── Provided entries ──

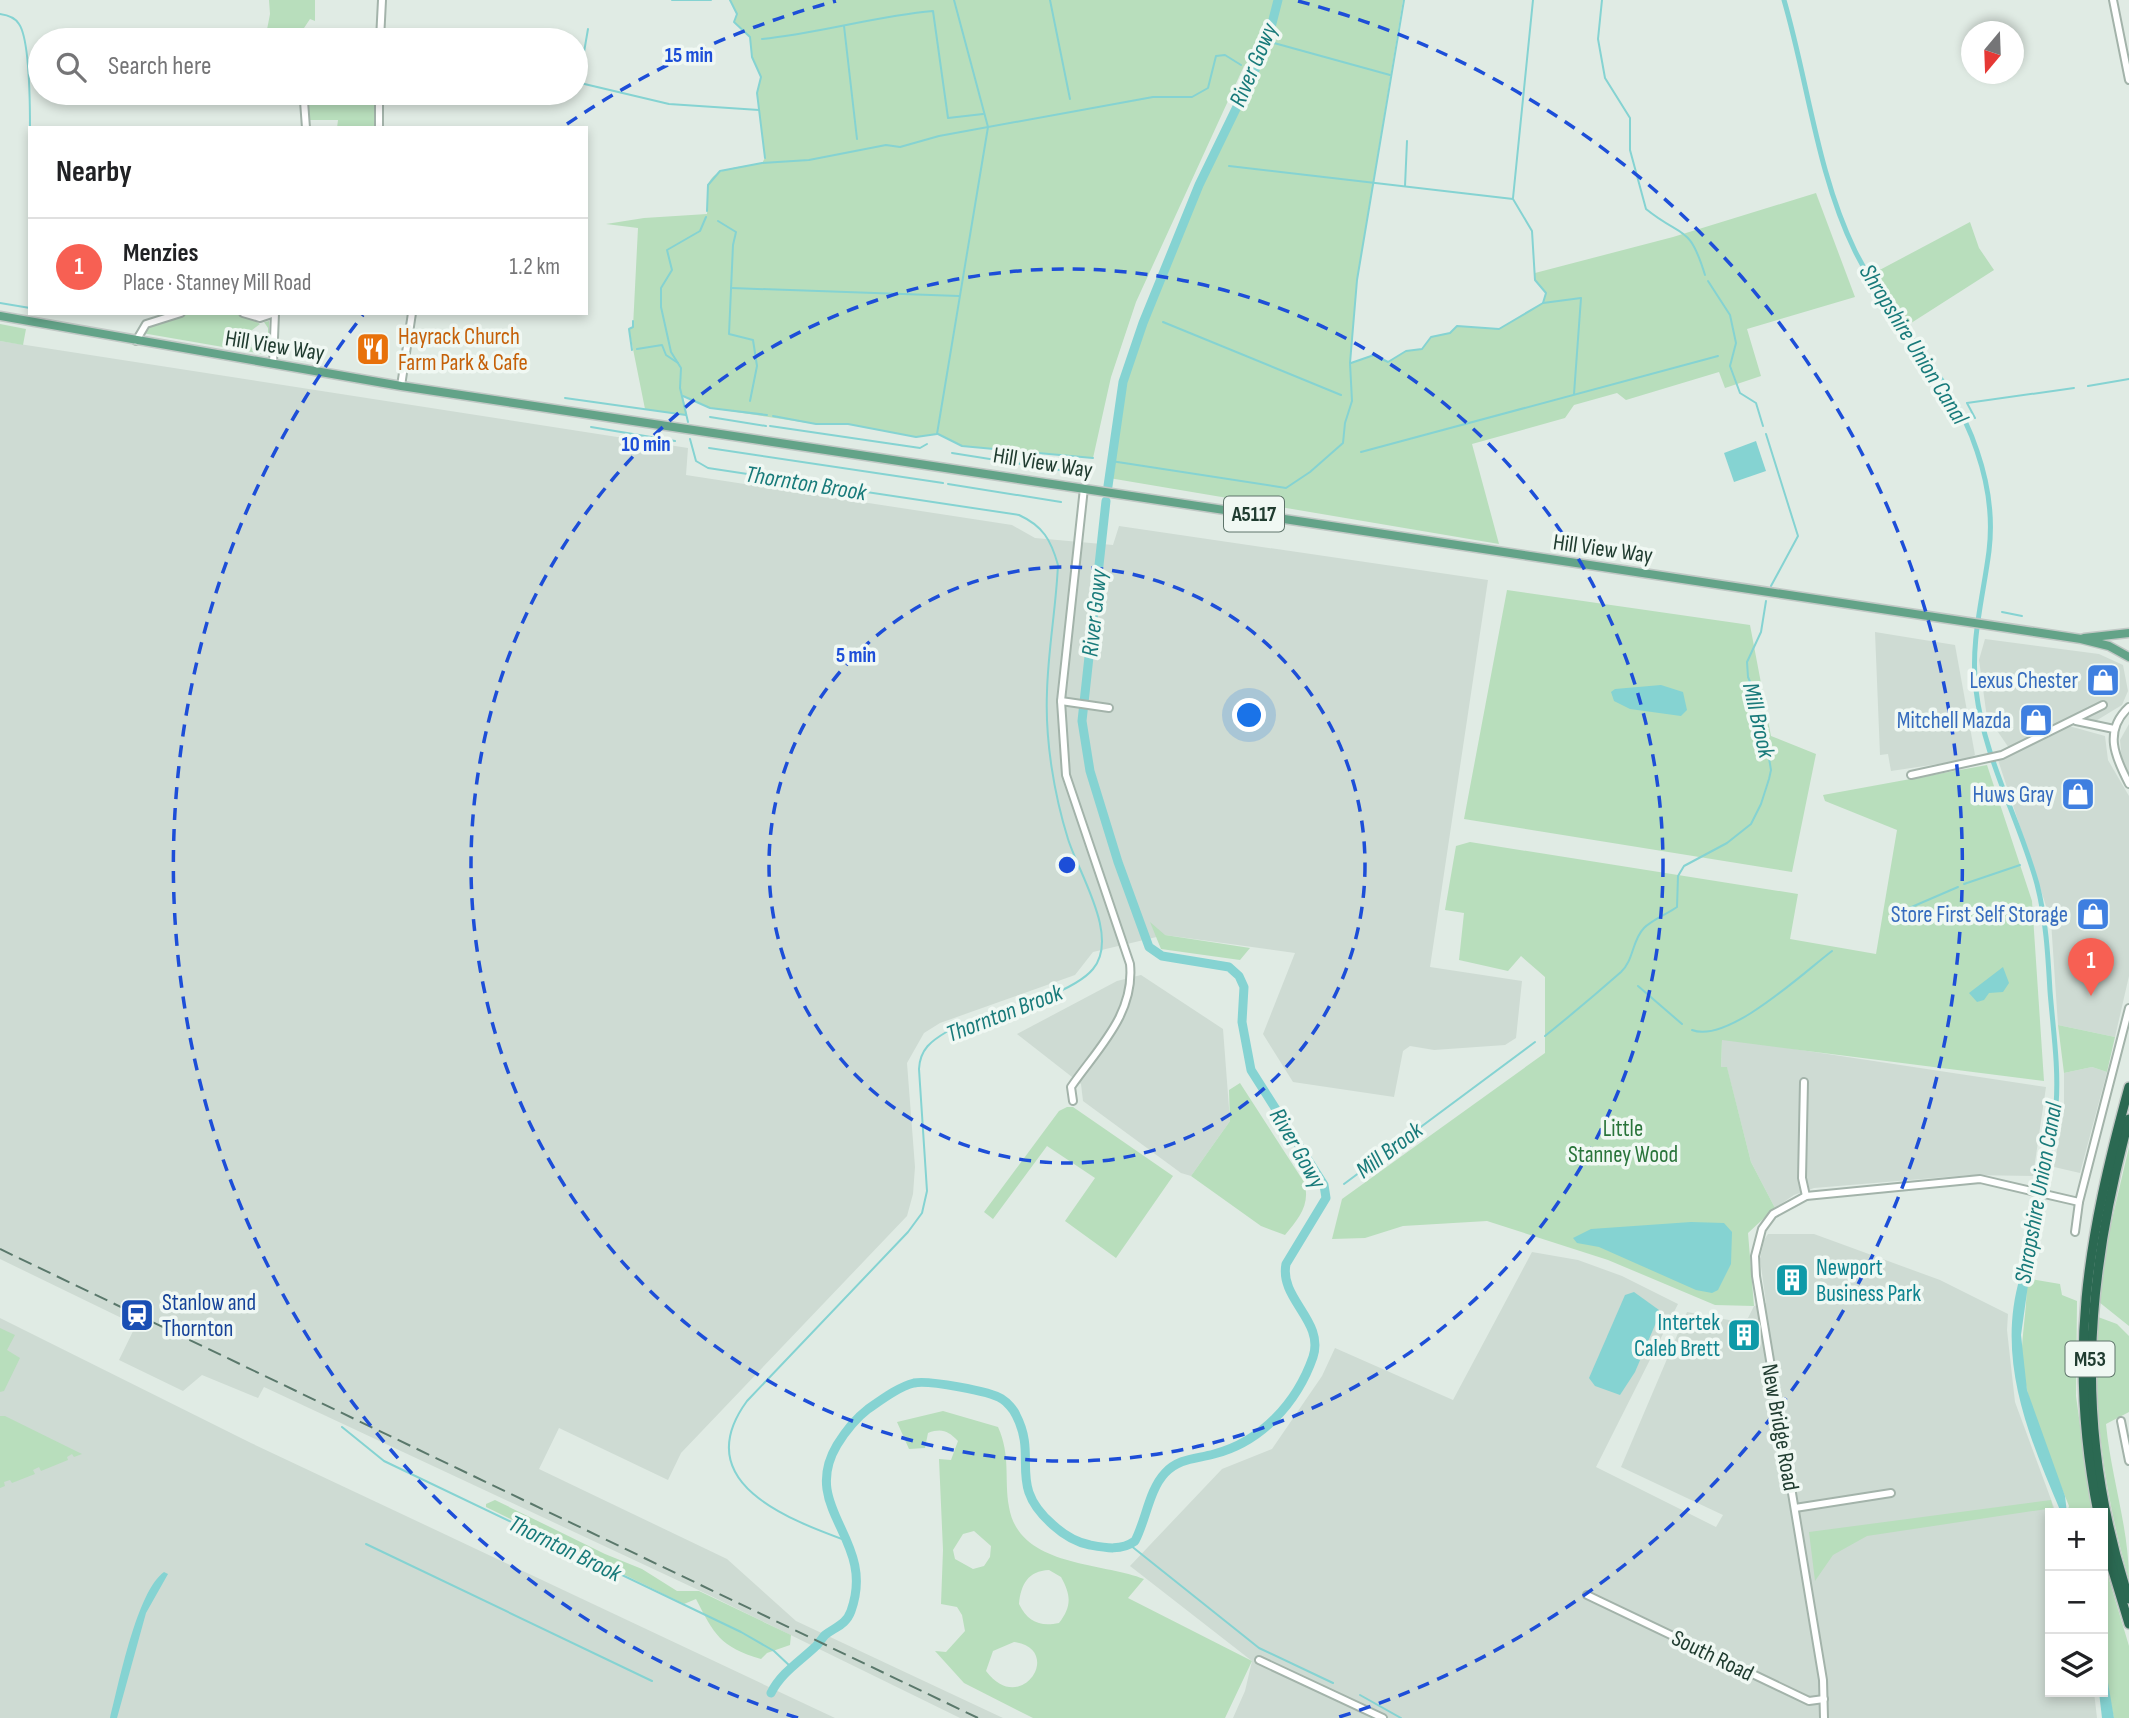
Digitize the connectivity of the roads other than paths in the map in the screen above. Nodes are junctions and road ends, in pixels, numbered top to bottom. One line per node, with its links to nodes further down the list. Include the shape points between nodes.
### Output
1 (382, 0): 3 (street)
2 (2113, 0): 4 (street)
3 (381, 28)
4 (2129, 80)
5 (304, 105): 7 (street)
6 (379, 105): 8 (street)
7 (306, 126)
8 (379, 126)
9 (175, 315): 15 (street, via 146,324)
10 (250, 315): 11 (street)
11 (269, 315)
12 (275, 315): 16 (street)
13 (412, 315): 17 (street)
14 (0, 316): 15 (main road, Hill View Way / A5117)
15 (136, 341): 16 (main road, Hill View Way / A5117)
16 (273, 364): 17 (main road, Hill View Way / A5117)
17 (401, 386): 18 (main road, Hill View Way / A5117)
18 (1084, 488): 20 (main road, Hill View Way / A5117); 22 (street)
19 (2129, 633): 20 (main road, Hill View Way / A5117)
20 (2081, 639): 21 (main road, Hill View Way / A5117)
21 (2129, 657)
22 (1061, 701): 25 (street); 33 (street, via 1066,775 1120,930 1132,979 1124,1011 1071,1087)
23 (2103, 705): 26 (street)
24 (2129, 706): 27 (street)
25 (1109, 708)
26 (2076, 721): 27 (street); 28 (street, via 2002,755)
27 (2114, 729): 29 (street, via 2113,749)
28 (1911, 775)
29 (2129, 784)
30 (2129, 1008): 36 (street)
31 (1804, 1082): 35 (street, via 1802,1178)
32 (2129, 1087): 42 (highway, M53, via 2097,1211 2084,1307 2084,1420)
33 (1073, 1101)
34 (2129, 1119): 45 (highway, M53, via 2101,1232 2090,1353 2099,1474)
35 (1806, 1196): 36 (street, New Bridge Road, via 1955,1179 1989,1180); 41 (street, New Bridge Road, via 1773,1214 1762,1229 1755,1256)
36 (2079, 1202): 37 (street)
37 (2075, 1232)
38 (2121, 1421): 39 (street, via 2119,1429)
39 (2129, 1461)
40 (1892, 1493): 41 (street)
41 (1795, 1508): 48 (street, New Bridge Road)
42 (2097, 1508)
43 (2108, 1555): 46 (highway)
44 (1587, 1595): 48 (street, South Road, via 1809,1701)
45 (2129, 1599)
46 (2129, 1624)
47 (1259, 1660): 49 (street)
48 (1824, 1699): 50 (street)
49 (1383, 1718)
50 (1824, 1718)

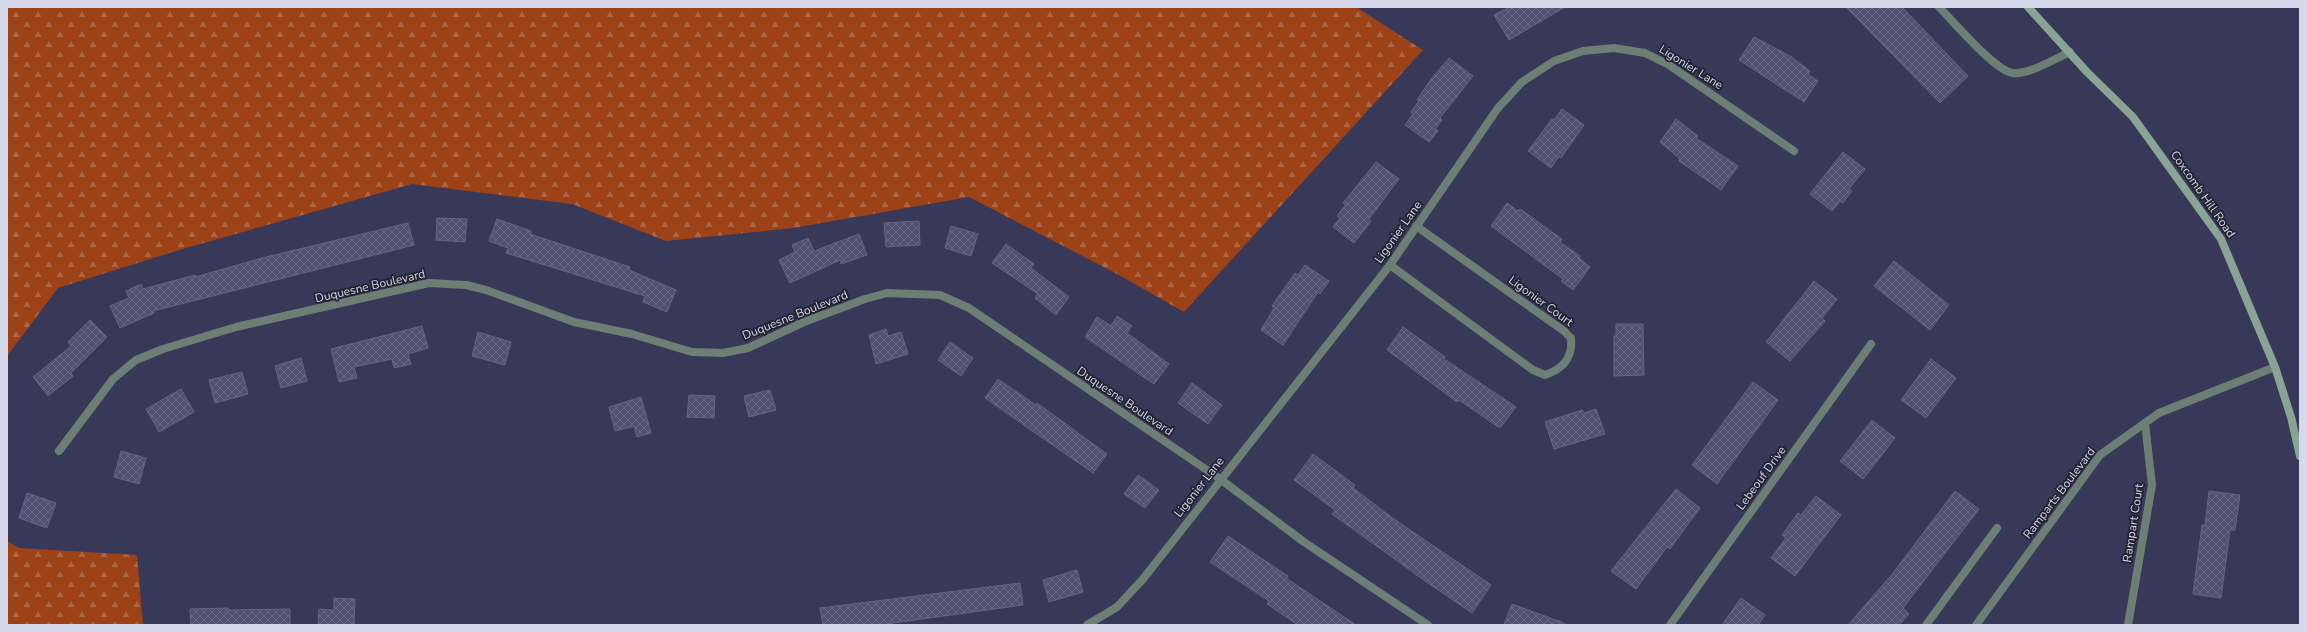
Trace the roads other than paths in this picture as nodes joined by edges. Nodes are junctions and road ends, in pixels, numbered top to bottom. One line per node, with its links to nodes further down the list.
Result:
1 (1939, 7): 3 (street)
2 (2028, 7): 3 (main road, Coxcomb Hill Road)
3 (2070, 52): 8 (main road, Coxcomb Hill Road)
4 (1794, 151): 5 (street, Ligonier Lane)
5 (1416, 226): 6 (street, Ligonier Lane); 6 (street, Ligonier Court)
6 (1390, 265): 12 (street, Ligonier Lane)
7 (1872, 344): 16 (street, Lebeouf Drive)
8 (2275, 367): 9 (street, Ramparts Boulevard); 11 (main road, Coxcomb Hill Road)
9 (2145, 423): 18 (street, Ramparts Boulevard); 19 (street, Rampart Court)
10 (59, 451): 12 (street, Duquesne Boulevard)
11 (2300, 456)
12 (1220, 479): 14 (street, Ligonier Lane); 15 (street, Duquesne Boulevard)
13 (1997, 528): 17 (street)
14 (1087, 625)
15 (1428, 625)
16 (1670, 625)
17 (1926, 625)
18 (1976, 625)
19 (2128, 625)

───

## Exercise:
Would you return the entries verbatim, minus any images?

## Solution below:
Digitize the connectivity of the roads other than paths in the map in the screen above. Nodes are junctions and road ends, in pixels, numbered top to bottom. One line per node, with its links to nodes further down the list. Include the shape points between nodes.
### Output
1 (382, 0): 3 (street)
2 (2113, 0): 4 (street)
3 (381, 28)
4 (2129, 80)
5 (304, 105): 7 (street)
6 (379, 105): 8 (street)
7 (306, 126)
8 (379, 126)
9 (175, 315): 15 (street, via 146,324)
10 (250, 315): 11 (street)
11 (269, 315)
12 (275, 315): 16 (street)
13 (412, 315): 17 (street)
14 (0, 316): 15 (main road, Hill View Way / A5117)
15 (136, 341): 16 (main road, Hill View Way / A5117)
16 (273, 364): 17 (main road, Hill View Way / A5117)
17 (401, 386): 18 (main road, Hill View Way / A5117)
18 (1084, 488): 20 (main road, Hill View Way / A5117); 22 (street)
19 (2129, 633): 20 (main road, Hill View Way / A5117)
20 (2081, 639): 21 (main road, Hill View Way / A5117)
21 (2129, 657)
22 (1061, 701): 25 (street); 33 (street, via 1066,775 1120,930 1132,979 1124,1011 1071,1087)
23 (2103, 705): 26 (street)
24 (2129, 706): 27 (street)
25 (1109, 708)
26 (2076, 721): 27 (street); 28 (street, via 2002,755)
27 (2114, 729): 29 (street, via 2113,749)
28 (1911, 775)
29 (2129, 784)
30 (2129, 1008): 36 (street)
31 (1804, 1082): 35 (street, via 1802,1178)
32 (2129, 1087): 42 (highway, M53, via 2097,1211 2084,1307 2084,1420)
33 (1073, 1101)
34 (2129, 1119): 45 (highway, M53, via 2101,1232 2090,1353 2099,1474)
35 (1806, 1196): 36 (street, New Bridge Road, via 1955,1179 1989,1180); 41 (street, New Bridge Road, via 1773,1214 1762,1229 1755,1256)
36 (2079, 1202): 37 (street)
37 (2075, 1232)
38 (2121, 1421): 39 (street, via 2119,1429)
39 (2129, 1461)
40 (1892, 1493): 41 (street)
41 (1795, 1508): 48 (street, New Bridge Road)
42 (2097, 1508)
43 (2108, 1555): 46 (highway)
44 (1587, 1595): 48 (street, South Road, via 1809,1701)
45 (2129, 1599)
46 (2129, 1624)
47 (1259, 1660): 49 (street)
48 (1824, 1699): 50 (street)
49 (1383, 1718)
50 (1824, 1718)

Trace the roads other than paths in this picture as nodes joined by edges. Nodes are junctions and road ends, in pixels, numbered top to bottom. One line per node, with its links to nodes further down the list.
Result:
1 (1939, 7): 3 (street)
2 (2028, 7): 3 (main road, Coxcomb Hill Road)
3 (2070, 52): 8 (main road, Coxcomb Hill Road)
4 (1794, 151): 5 (street, Ligonier Lane)
5 (1416, 226): 6 (street, Ligonier Lane); 6 (street, Ligonier Court)
6 (1390, 265): 12 (street, Ligonier Lane)
7 (1872, 344): 16 (street, Lebeouf Drive)
8 (2275, 367): 9 (street, Ramparts Boulevard); 11 (main road, Coxcomb Hill Road)
9 (2145, 423): 18 (street, Ramparts Boulevard); 19 (street, Rampart Court)
10 (59, 451): 12 (street, Duquesne Boulevard)
11 (2300, 456)
12 (1220, 479): 14 (street, Ligonier Lane); 15 (street, Duquesne Boulevard)
13 (1997, 528): 17 (street)
14 (1087, 625)
15 (1428, 625)
16 (1670, 625)
17 (1926, 625)
18 (1976, 625)
19 (2128, 625)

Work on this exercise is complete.